◆ Source information ◆
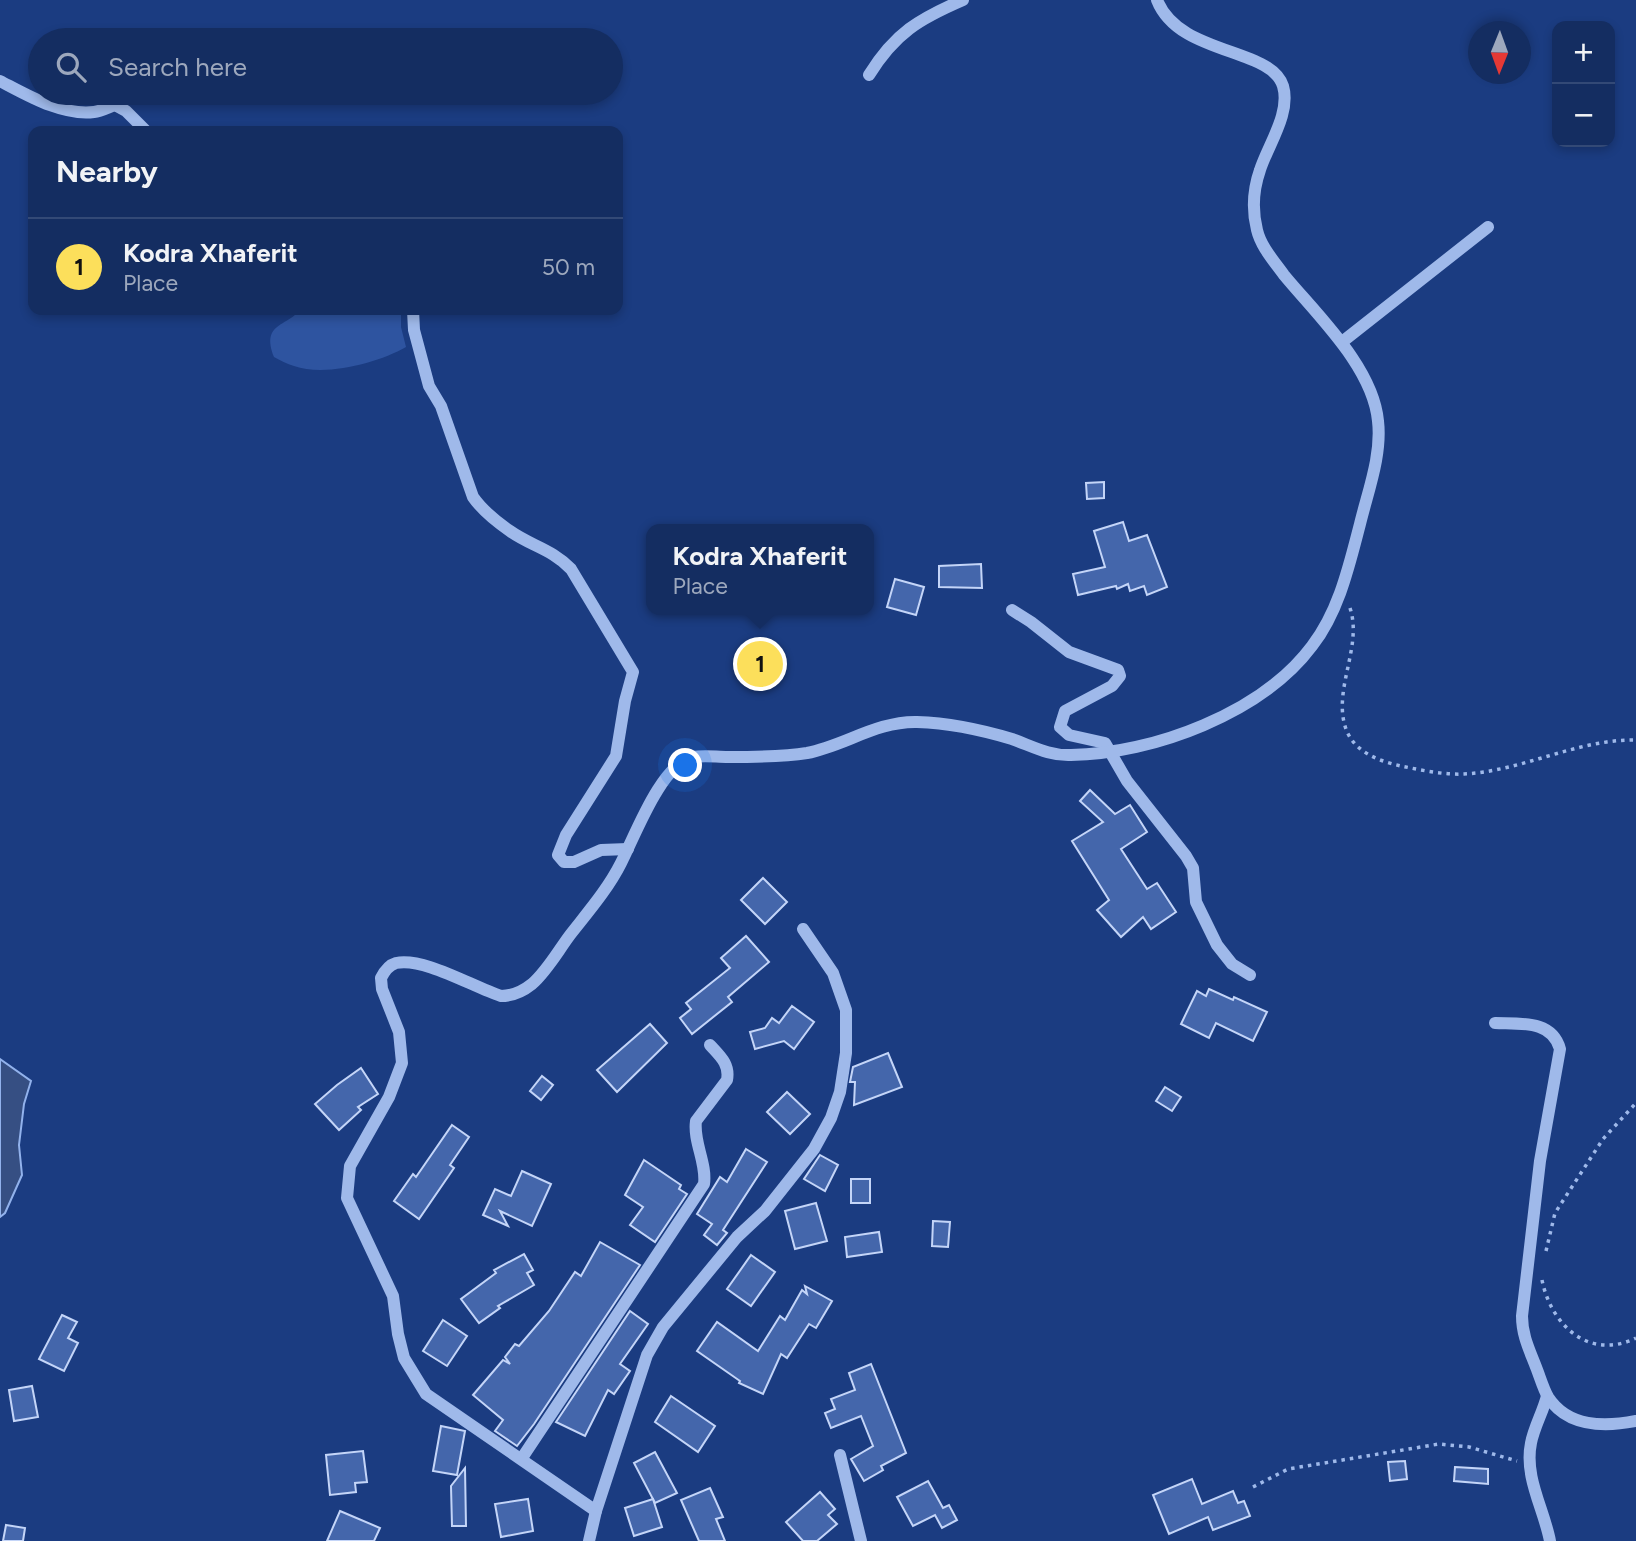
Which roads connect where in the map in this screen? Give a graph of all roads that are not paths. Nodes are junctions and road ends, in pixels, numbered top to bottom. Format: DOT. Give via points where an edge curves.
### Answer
graph roads {
  1 [pos="963,0"];
  2 [pos="1157,0"];
  3 [pos="869,75"];
  4 [pos="0,81"];
  5 [pos="28,95"];
  6 [pos="53,105"];
  7 [pos="115,105"];
  8 [pos="115,105"];
  9 [pos="141,126"];
  10 [pos="1488,227"];
  11 [pos="413,315"];
  12 [pos="1342,342"];
  13 [pos="1012,610"];
  14 [pos="1108,751"];
  15 [pos="628,849"];
  16 [pos="803,929"];
  17 [pos="1250,975"];
  18 [pos="1495,1023"];
  19 [pos="710,1045"];
  20 [pos="1547,1396"];
  21 [pos="1636,1421"];
  22 [pos="840,1455"];
  23 [pos="522,1458"];
  24 [pos="596,1511"];
  25 [pos="589,1541"];
  26 [pos="861,1541"];
  27 [pos="1550,1541"];
  1 -- 3 [label="street" via="906,30 886,48"];
  2 -- 12 [label="street" via="1175,26 1260,64 1279,78 1284,98 1280,119 1254,192 1258,236"];
  4 -- 5 [label="street"];
  6 -- 7 [label="street" via="94,112"];
  8 -- 9 [label="street"];
  10 -- 12 [label="street"];
  11 -- 15 [label="street" via="429,386 441,405 473,497 510,531 559,557 571,569 633,672 616,756 558,855 564,862 574,862 601,850"];
  12 -- 14 [label="street" via="1358,366 1378,418 1374,467 1341,593 1315,644 1285,678 1222,716 1155,744"];
  13 -- 14 [label="street" via="1069,652 1118,670 1120,676 1112,686 1065,711 1060,727 1069,735 1105,743"];
  14 -- 15 [label="street" via="1049,753 981,732 914,722 886,726 801,754 695,757 682,760 662,783"];
  14 -- 17 [label="street" via="1193,868 1196,902 1217,945 1232,964"];
  15 -- 23 [label="street" via="608,885 541,975 514,996 500,996 419,964 395,963 380,978 400,1032 402,1063 389,1097 350,1166 347,1198 393,1296 398,1334 413,1377 426,1394"];
  16 -- 24 [label="street" via="833,973 846,1010 846,1052 831,1118 814,1149 774,1201 737,1237 658,1336 647,1355"];
  18 -- 20 [label="street" via="1541,1027 1557,1038 1560,1049 1540,1161 1522,1315 1523,1336"];
  19 -- 23 [label="street" via="728,1072 727,1080 696,1121 704,1184"];
  20 -- 21 [label="street" via="1580,1422 1615,1425"];
  20 -- 27 [label="street" via="1531,1444 1530,1465"];
  22 -- 26 [label="street"];
  23 -- 24 [label="street"];
  24 -- 25 [label="street"];
}
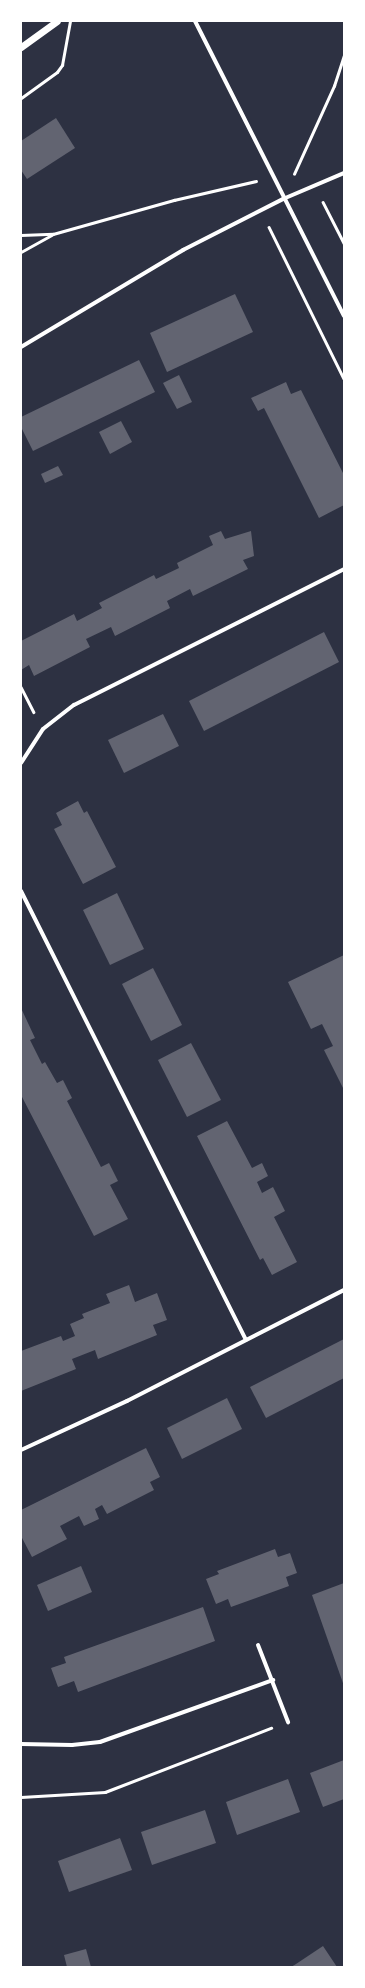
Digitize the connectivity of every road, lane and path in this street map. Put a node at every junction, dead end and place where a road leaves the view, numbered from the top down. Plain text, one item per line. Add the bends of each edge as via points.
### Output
1 (57, 21) edge
2 (70, 21) edge
3 (195, 21) edge
4 (21, 47) edge
5 (344, 55) edge
6 (343, 67) edge
7 (21, 98) edge
8 (344, 173) edge
9 (272, 178) junction
10 (315, 186) junction
11 (283, 199) junction
12 (260, 210) junction
13 (53, 234) junction
14 (21, 235) edge
15 (344, 243) edge
16 (21, 252) edge
17 (344, 316) edge
18 (21, 347) edge
19 (344, 379) edge
20 (344, 569) edge
21 (21, 687) edge
22 (43, 729) junction
23 (21, 763) edge
24 (21, 891) edge
25 (344, 1290) edge
26 (246, 1340) junction
27 (21, 1450) edge
28 (258, 1644) dead end
29 (272, 1680) junction
30 (288, 1722) joint
31 (21, 1744) edge
32 (21, 1797) edge

1 - 4 street
2 - 7 lane via 62,65 57,72
3 - 9 street
5 - 6 path
6 - 11 path
8 - 10 street
9 - 11 street
9 - 13 path via 174,200
10 - 11 street
10 - 15 path
11 - 12 street
11 - 17 street
12 - 18 street via 183,250
12 - 19 path
13 - 14 path
13 - 16 path
20 - 22 street via 74,705
21 - 22 path
22 - 23 street
24 - 26 street
25 - 26 street
26 - 27 street via 127,1401
28 - 29 street
29 - 30 street
29 - 31 street via 100,1742 72,1745
30 - 32 path via 105,1792

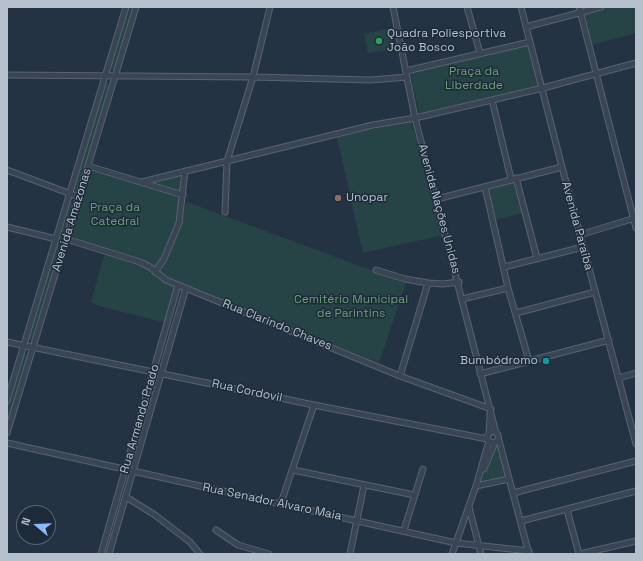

◆ Task statement ◆
Reproduce the material exactly; omit the pictures.

◆ Answer ◆
Which roads connect where in the map in this screen? Give a graph of all roads that are not paths. Nodes are junctions and road ends, in pixels, numbered top to bottom. Format: DOT. Give via points where an edge curves.
### Answer
graph roads {
  1 [pos="963,0"];
  2 [pos="1157,0"];
  3 [pos="869,75"];
  4 [pos="0,81"];
  5 [pos="28,95"];
  6 [pos="53,105"];
  7 [pos="115,105"];
  8 [pos="115,105"];
  9 [pos="141,126"];
  10 [pos="1488,227"];
  11 [pos="413,315"];
  12 [pos="1342,342"];
  13 [pos="1012,610"];
  14 [pos="1108,751"];
  15 [pos="628,849"];
  16 [pos="803,929"];
  17 [pos="1250,975"];
  18 [pos="1495,1023"];
  19 [pos="710,1045"];
  20 [pos="1547,1396"];
  21 [pos="1636,1421"];
  22 [pos="840,1455"];
  23 [pos="522,1458"];
  24 [pos="596,1511"];
  25 [pos="589,1541"];
  26 [pos="861,1541"];
  27 [pos="1550,1541"];
  1 -- 3 [label="street" via="906,30 886,48"];
  2 -- 12 [label="street" via="1175,26 1260,64 1279,78 1284,98 1280,119 1254,192 1258,236"];
  4 -- 5 [label="street"];
  6 -- 7 [label="street" via="94,112"];
  8 -- 9 [label="street"];
  10 -- 12 [label="street"];
  11 -- 15 [label="street" via="429,386 441,405 473,497 510,531 559,557 571,569 633,672 616,756 558,855 564,862 574,862 601,850"];
  12 -- 14 [label="street" via="1358,366 1378,418 1374,467 1341,593 1315,644 1285,678 1222,716 1155,744"];
  13 -- 14 [label="street" via="1069,652 1118,670 1120,676 1112,686 1065,711 1060,727 1069,735 1105,743"];
  14 -- 15 [label="street" via="1049,753 981,732 914,722 886,726 801,754 695,757 682,760 662,783"];
  14 -- 17 [label="street" via="1193,868 1196,902 1217,945 1232,964"];
  15 -- 23 [label="street" via="608,885 541,975 514,996 500,996 419,964 395,963 380,978 400,1032 402,1063 389,1097 350,1166 347,1198 393,1296 398,1334 413,1377 426,1394"];
  16 -- 24 [label="street" via="833,973 846,1010 846,1052 831,1118 814,1149 774,1201 737,1237 658,1336 647,1355"];
  18 -- 20 [label="street" via="1541,1027 1557,1038 1560,1049 1540,1161 1522,1315 1523,1336"];
  19 -- 23 [label="street" via="728,1072 727,1080 696,1121 704,1184"];
  20 -- 21 [label="street" via="1580,1422 1615,1425"];
  20 -- 27 [label="street" via="1531,1444 1530,1465"];
  22 -- 26 [label="street"];
  23 -- 24 [label="street"];
  24 -- 25 [label="street"];
}
Digitize the connectivity of every road, lane and path in this street map. Put a node at every junction, dead end and place where a road leaves the view, numbered from the top down. Plain text, one item per line. Add the bends of each edge as via points.
### Output
1 (57, 21) edge
2 (70, 21) edge
3 (195, 21) edge
4 (21, 47) edge
5 (344, 55) edge
6 (343, 67) edge
7 (21, 98) edge
8 (344, 173) edge
9 (272, 178) junction
10 (315, 186) junction
11 (283, 199) junction
12 (260, 210) junction
13 (53, 234) junction
14 (21, 235) edge
15 (344, 243) edge
16 (21, 252) edge
17 (344, 316) edge
18 (21, 347) edge
19 (344, 379) edge
20 (344, 569) edge
21 (21, 687) edge
22 (43, 729) junction
23 (21, 763) edge
24 (21, 891) edge
25 (344, 1290) edge
26 (246, 1340) junction
27 (21, 1450) edge
28 (258, 1644) dead end
29 (272, 1680) junction
30 (288, 1722) joint
31 (21, 1744) edge
32 (21, 1797) edge

1 - 4 street
2 - 7 lane via 62,65 57,72
3 - 9 street
5 - 6 path
6 - 11 path
8 - 10 street
9 - 11 street
9 - 13 path via 174,200
10 - 11 street
10 - 15 path
11 - 12 street
11 - 17 street
12 - 18 street via 183,250
12 - 19 path
13 - 14 path
13 - 16 path
20 - 22 street via 74,705
21 - 22 path
22 - 23 street
24 - 26 street
25 - 26 street
26 - 27 street via 127,1401
28 - 29 street
29 - 30 street
29 - 31 street via 100,1742 72,1745
30 - 32 path via 105,1792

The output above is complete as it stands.